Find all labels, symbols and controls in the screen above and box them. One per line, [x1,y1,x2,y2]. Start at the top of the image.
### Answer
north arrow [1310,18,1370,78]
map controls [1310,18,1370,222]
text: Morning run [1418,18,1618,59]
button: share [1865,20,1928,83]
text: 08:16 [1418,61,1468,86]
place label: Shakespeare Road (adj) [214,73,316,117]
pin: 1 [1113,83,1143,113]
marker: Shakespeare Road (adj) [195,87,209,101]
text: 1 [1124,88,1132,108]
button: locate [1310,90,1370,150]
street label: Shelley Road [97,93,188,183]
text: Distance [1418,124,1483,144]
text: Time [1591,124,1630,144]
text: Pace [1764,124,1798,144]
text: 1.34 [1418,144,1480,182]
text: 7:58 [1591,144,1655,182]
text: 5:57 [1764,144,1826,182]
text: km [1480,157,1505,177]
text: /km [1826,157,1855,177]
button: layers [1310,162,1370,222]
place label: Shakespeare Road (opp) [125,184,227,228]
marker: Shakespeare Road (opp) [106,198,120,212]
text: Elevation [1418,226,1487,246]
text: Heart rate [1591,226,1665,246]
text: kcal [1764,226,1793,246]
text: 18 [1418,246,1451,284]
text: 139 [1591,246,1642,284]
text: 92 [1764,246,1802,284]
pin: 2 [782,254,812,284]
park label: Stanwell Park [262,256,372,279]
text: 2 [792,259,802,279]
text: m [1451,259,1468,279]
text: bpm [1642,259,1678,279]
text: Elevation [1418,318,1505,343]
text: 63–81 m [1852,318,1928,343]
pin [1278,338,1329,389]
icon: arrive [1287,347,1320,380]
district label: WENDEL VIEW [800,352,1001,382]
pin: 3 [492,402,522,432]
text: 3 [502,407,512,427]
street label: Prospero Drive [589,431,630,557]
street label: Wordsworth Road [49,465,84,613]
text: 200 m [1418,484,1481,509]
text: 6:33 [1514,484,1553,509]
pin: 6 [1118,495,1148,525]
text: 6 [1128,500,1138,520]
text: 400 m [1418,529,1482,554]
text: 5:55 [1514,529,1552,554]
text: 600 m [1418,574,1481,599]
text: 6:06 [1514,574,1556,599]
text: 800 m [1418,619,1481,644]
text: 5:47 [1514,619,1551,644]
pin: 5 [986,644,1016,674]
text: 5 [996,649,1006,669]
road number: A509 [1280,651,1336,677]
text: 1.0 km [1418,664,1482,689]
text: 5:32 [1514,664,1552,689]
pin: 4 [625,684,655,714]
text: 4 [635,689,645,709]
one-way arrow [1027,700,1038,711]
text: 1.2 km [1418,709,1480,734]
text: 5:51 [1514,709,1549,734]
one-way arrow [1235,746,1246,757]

______

Activity
Would you please give back all of the material above exactly as it stands?

Response box
Find all labels, symbols and controls in the screen above and box them. One per line, [x1,y1,x2,y2]. Start at the top of the image.
### Answer
north arrow [1310,18,1370,78]
map controls [1310,18,1370,222]
text: Morning run [1418,18,1618,59]
button: share [1865,20,1928,83]
text: 08:16 [1418,61,1468,86]
place label: Shakespeare Road (adj) [214,73,316,117]
pin: 1 [1113,83,1143,113]
marker: Shakespeare Road (adj) [195,87,209,101]
text: 1 [1124,88,1132,108]
button: locate [1310,90,1370,150]
street label: Shelley Road [97,93,188,183]
text: Distance [1418,124,1483,144]
text: Time [1591,124,1630,144]
text: Pace [1764,124,1798,144]
text: 1.34 [1418,144,1480,182]
text: 7:58 [1591,144,1655,182]
text: 5:57 [1764,144,1826,182]
text: km [1480,157,1505,177]
text: /km [1826,157,1855,177]
button: layers [1310,162,1370,222]
place label: Shakespeare Road (opp) [125,184,227,228]
marker: Shakespeare Road (opp) [106,198,120,212]
text: Elevation [1418,226,1487,246]
text: Heart rate [1591,226,1665,246]
text: kcal [1764,226,1793,246]
text: 18 [1418,246,1451,284]
text: 139 [1591,246,1642,284]
text: 92 [1764,246,1802,284]
pin: 2 [782,254,812,284]
park label: Stanwell Park [262,256,372,279]
text: 2 [792,259,802,279]
text: m [1451,259,1468,279]
text: bpm [1642,259,1678,279]
text: Elevation [1418,318,1505,343]
text: 63–81 m [1852,318,1928,343]
pin [1278,338,1329,389]
icon: arrive [1287,347,1320,380]
district label: WENDEL VIEW [800,352,1001,382]
pin: 3 [492,402,522,432]
text: 3 [502,407,512,427]
street label: Prospero Drive [589,431,630,557]
street label: Wordsworth Road [49,465,84,613]
text: 200 m [1418,484,1481,509]
text: 6:33 [1514,484,1553,509]
pin: 6 [1118,495,1148,525]
text: 6 [1128,500,1138,520]
text: 400 m [1418,529,1482,554]
text: 5:55 [1514,529,1552,554]
text: 600 m [1418,574,1481,599]
text: 6:06 [1514,574,1556,599]
text: 800 m [1418,619,1481,644]
text: 5:47 [1514,619,1551,644]
pin: 5 [986,644,1016,674]
text: 5 [996,649,1006,669]
road number: A509 [1280,651,1336,677]
text: 1.0 km [1418,664,1482,689]
text: 5:32 [1514,664,1552,689]
pin: 4 [625,684,655,714]
text: 4 [635,689,645,709]
one-way arrow [1027,700,1038,711]
text: 1.2 km [1418,709,1480,734]
text: 5:51 [1514,709,1549,734]
one-way arrow [1235,746,1246,757]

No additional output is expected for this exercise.